• [Task to complete] All entries below must be retyped exactly, though pictures are to be skipped.

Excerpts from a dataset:
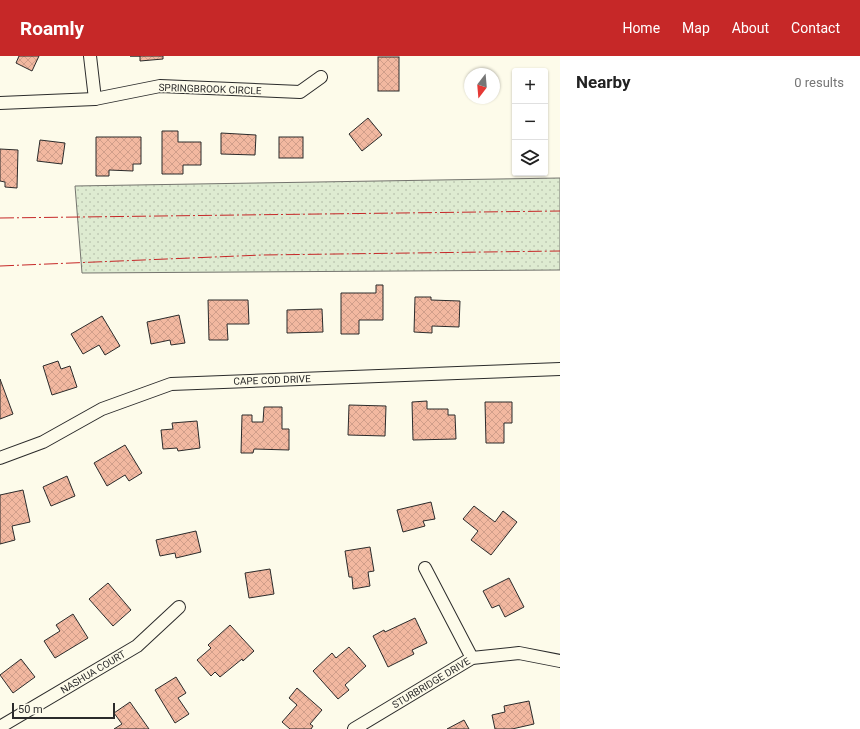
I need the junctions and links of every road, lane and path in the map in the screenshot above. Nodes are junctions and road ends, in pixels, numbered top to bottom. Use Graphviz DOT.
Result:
graph roads {
  1 [pos="90,56"];
  2 [pos="321,77"];
  3 [pos="95,99"];
  4 [pos="0,103"];
  5 [pos="560,369"];
  6 [pos="0,458"];
  7 [pos="425,568"];
  8 [pos="179,607"];
  9 [pos="472,658"];
  10 [pos="560,661"];
  11 [pos="0,727"];
  12 [pos="354,729"];
  1 -- 3 [label="street"];
  2 -- 3 [label="street, SPRINGBROOK CIRCLE"];
  3 -- 4 [label="street, SPRINGBROOK CIRCLE"];
  5 -- 6 [label="street, CAPE COD DRIVE"];
  7 -- 9 [label="street"];
  8 -- 11 [label="street, NASHUA COURT"];
  9 -- 10 [label="street, STURBRIDGE DRIVE"];
  9 -- 12 [label="street, STURBRIDGE DRIVE"];
}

• [Expected output]
I need the junctions and links of every road, lane and path in the map in the screenshot above. Nodes are junctions and road ends, in pixels, numbered top to bottom. Use Graphviz DOT.
Result:
graph roads {
  1 [pos="90,56"];
  2 [pos="321,77"];
  3 [pos="95,99"];
  4 [pos="0,103"];
  5 [pos="560,369"];
  6 [pos="0,458"];
  7 [pos="425,568"];
  8 [pos="179,607"];
  9 [pos="472,658"];
  10 [pos="560,661"];
  11 [pos="0,727"];
  12 [pos="354,729"];
  1 -- 3 [label="street"];
  2 -- 3 [label="street, SPRINGBROOK CIRCLE"];
  3 -- 4 [label="street, SPRINGBROOK CIRCLE"];
  5 -- 6 [label="street, CAPE COD DRIVE"];
  7 -- 9 [label="street"];
  8 -- 11 [label="street, NASHUA COURT"];
  9 -- 10 [label="street, STURBRIDGE DRIVE"];
  9 -- 12 [label="street, STURBRIDGE DRIVE"];
}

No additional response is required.